En Israël même il y a une opinion largement répandue comme quoi il y aura bientôt une guerre avec le Hezbollah. Cependant, il y a des craintes que le moment ne soit pas propice, ne sachant pas comment l’Iran réagira si un tel conflit éclate, sachant aussi que les US ne sont pas très enthousiastes pour une telle aventure, avec leurs troupes encore en Irak et en Afghanistan.
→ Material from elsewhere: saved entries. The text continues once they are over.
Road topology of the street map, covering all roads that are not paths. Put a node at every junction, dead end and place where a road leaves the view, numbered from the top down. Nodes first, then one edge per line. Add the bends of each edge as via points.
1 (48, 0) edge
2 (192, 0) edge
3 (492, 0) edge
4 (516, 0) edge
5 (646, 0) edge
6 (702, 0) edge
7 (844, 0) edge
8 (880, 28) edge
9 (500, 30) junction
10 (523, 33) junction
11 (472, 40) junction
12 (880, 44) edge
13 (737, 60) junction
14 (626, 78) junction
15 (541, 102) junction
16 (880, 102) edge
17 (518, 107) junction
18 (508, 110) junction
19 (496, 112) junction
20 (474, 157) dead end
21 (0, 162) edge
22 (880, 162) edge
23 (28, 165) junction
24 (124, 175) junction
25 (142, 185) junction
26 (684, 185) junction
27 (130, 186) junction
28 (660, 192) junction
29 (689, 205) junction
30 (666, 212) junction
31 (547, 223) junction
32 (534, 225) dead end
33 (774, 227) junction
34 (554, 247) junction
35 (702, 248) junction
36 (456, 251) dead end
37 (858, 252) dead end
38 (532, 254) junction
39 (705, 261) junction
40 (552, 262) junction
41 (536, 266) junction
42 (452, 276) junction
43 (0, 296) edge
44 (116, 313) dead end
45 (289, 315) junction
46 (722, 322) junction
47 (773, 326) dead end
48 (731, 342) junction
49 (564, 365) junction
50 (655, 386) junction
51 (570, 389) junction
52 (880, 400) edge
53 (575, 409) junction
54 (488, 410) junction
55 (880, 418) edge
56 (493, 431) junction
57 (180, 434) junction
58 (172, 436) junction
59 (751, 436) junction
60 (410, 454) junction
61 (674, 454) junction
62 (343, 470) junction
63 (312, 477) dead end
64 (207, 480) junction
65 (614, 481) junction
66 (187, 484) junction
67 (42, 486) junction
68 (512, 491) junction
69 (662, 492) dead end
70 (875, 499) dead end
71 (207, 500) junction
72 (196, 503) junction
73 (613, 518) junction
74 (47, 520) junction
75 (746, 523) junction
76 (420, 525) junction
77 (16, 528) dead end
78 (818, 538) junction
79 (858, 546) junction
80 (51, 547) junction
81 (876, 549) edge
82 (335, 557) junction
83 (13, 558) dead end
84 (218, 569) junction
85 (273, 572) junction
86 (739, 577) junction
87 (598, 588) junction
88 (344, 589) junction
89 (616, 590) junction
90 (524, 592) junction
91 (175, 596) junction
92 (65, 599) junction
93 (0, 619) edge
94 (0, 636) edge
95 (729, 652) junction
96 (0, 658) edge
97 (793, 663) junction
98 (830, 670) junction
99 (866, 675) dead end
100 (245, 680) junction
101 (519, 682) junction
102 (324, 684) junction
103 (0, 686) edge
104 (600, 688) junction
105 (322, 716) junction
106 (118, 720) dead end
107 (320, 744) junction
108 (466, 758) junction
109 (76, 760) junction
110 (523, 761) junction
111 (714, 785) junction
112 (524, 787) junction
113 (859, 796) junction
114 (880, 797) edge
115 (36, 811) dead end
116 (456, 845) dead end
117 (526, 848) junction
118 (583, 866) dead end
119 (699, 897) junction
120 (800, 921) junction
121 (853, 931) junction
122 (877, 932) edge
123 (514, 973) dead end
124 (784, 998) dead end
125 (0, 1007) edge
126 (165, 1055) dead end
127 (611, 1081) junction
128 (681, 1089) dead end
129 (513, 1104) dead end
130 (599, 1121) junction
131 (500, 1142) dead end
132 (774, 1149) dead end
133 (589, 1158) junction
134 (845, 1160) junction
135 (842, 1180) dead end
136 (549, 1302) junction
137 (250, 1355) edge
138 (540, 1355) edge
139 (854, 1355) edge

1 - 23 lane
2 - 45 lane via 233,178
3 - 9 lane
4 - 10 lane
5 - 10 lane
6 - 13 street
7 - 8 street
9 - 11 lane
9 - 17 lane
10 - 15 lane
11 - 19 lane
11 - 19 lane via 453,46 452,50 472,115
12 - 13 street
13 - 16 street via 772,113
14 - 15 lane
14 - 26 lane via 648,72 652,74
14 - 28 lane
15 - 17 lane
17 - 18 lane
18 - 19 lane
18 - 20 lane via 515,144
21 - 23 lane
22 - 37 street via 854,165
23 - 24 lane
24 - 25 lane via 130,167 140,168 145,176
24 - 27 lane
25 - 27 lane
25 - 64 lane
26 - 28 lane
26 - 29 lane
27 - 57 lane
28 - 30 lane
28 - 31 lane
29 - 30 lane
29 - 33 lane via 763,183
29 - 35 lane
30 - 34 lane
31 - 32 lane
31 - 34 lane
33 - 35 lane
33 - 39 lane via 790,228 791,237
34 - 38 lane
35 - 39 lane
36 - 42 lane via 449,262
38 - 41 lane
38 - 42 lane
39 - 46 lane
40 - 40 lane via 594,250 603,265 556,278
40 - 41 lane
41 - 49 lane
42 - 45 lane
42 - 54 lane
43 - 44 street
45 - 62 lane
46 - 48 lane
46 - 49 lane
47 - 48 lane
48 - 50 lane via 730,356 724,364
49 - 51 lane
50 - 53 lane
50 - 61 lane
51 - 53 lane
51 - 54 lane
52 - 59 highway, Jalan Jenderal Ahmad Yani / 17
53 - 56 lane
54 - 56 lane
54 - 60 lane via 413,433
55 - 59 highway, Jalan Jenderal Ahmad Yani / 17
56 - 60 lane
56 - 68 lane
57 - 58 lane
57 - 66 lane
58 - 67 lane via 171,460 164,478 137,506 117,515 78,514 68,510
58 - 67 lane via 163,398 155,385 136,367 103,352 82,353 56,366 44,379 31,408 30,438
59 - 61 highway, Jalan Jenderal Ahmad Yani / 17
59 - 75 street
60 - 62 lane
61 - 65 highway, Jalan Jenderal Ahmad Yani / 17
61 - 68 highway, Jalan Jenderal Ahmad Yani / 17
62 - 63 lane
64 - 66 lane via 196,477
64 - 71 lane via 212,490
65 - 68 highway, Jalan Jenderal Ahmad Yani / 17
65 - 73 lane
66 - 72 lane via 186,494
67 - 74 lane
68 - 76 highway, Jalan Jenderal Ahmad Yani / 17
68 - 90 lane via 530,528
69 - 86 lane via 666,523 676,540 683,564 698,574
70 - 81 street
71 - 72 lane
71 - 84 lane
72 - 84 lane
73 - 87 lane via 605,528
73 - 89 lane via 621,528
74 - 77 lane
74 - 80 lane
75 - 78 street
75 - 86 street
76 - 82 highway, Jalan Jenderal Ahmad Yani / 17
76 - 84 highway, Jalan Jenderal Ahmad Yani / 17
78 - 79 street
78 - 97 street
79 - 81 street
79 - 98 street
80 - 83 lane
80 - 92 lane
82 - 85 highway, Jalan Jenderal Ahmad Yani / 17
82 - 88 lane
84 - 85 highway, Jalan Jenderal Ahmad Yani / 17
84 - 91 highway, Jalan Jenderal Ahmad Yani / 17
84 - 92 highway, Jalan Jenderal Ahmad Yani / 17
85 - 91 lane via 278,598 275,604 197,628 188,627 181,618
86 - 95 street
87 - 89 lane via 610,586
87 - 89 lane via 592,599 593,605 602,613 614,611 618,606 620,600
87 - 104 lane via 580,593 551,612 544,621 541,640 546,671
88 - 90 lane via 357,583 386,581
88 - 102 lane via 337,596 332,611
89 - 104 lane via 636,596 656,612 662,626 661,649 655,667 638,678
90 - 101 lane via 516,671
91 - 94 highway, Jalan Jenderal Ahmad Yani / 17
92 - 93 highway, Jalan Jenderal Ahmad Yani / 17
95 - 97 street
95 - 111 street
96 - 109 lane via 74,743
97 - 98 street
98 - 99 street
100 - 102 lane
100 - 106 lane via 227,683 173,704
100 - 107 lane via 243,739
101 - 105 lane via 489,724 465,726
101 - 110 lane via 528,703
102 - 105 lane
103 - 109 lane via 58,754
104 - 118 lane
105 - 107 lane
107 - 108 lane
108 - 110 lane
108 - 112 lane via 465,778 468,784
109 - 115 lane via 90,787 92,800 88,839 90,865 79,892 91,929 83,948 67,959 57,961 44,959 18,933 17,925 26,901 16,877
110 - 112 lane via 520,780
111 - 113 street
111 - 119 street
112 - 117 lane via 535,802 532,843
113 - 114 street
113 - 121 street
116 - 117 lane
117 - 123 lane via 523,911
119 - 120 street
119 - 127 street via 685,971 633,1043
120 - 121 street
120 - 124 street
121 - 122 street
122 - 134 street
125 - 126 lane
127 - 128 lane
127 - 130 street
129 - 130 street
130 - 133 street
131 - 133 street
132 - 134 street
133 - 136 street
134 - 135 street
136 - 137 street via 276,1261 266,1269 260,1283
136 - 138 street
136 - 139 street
Par conséquent pour détourner l’attention de la situation potentiellement explosive, aux frontières Israël Liban, des hauts responsables israéliens ont décidé de lancer des menaces en l’air contre les Syriens - pas vraiment convaincus cependant qu’ils voulaient ou étaient capables d’une nouvelle guerre contre Damas.

Ceci dit, personne ne peut écarter la possibilité d’une autre guerre contre le Liban, que de nombreux analystes prévoient pour l’été prochain. Une guerre contre la Syrie serait cependant trop dangereuse pour Israël et trop coûteuse pour le Moyen Orient.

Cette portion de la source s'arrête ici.